### Keypoint text descriptions
* * * * * * * * *
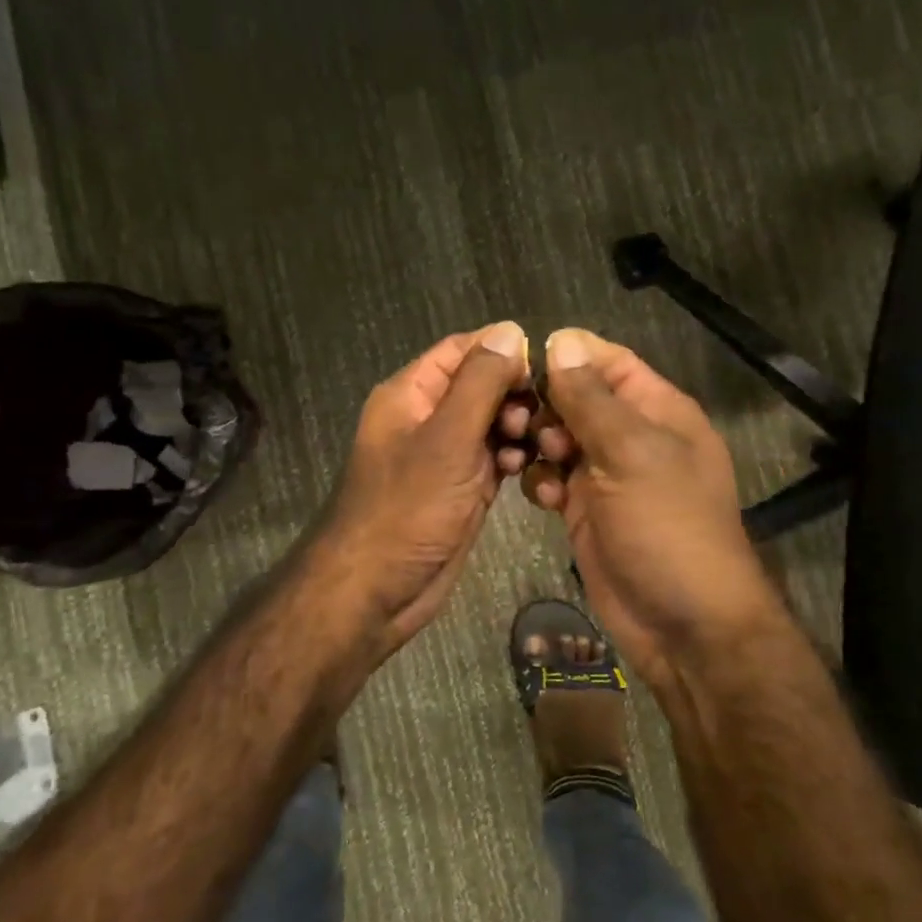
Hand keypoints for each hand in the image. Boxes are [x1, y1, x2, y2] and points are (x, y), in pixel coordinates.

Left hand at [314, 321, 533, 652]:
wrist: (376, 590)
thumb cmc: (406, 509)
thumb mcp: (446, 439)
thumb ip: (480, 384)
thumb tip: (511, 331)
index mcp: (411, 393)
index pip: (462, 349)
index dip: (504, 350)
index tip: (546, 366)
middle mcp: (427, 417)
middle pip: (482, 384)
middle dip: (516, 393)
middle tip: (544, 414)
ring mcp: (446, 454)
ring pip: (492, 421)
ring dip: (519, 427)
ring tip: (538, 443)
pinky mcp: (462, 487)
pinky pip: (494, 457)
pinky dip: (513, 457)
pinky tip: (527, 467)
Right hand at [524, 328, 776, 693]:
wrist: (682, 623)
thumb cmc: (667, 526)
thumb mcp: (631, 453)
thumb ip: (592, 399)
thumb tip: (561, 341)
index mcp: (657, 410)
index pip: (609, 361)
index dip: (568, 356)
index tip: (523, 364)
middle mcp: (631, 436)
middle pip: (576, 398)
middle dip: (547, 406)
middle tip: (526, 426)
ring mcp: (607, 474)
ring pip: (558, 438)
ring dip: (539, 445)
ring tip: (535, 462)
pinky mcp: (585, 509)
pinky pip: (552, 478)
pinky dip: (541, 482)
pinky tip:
* * * * * * * * *
Wherever a line in the data above holds the word "hand", copy that line.

Hand keypoints for each hand in the image. Boxes are [x1, y1, x2, y2] and points are (x, y), in pixel coordinates.
Left hand at [314, 321, 533, 652]:
Right hand at [524, 328, 776, 693]:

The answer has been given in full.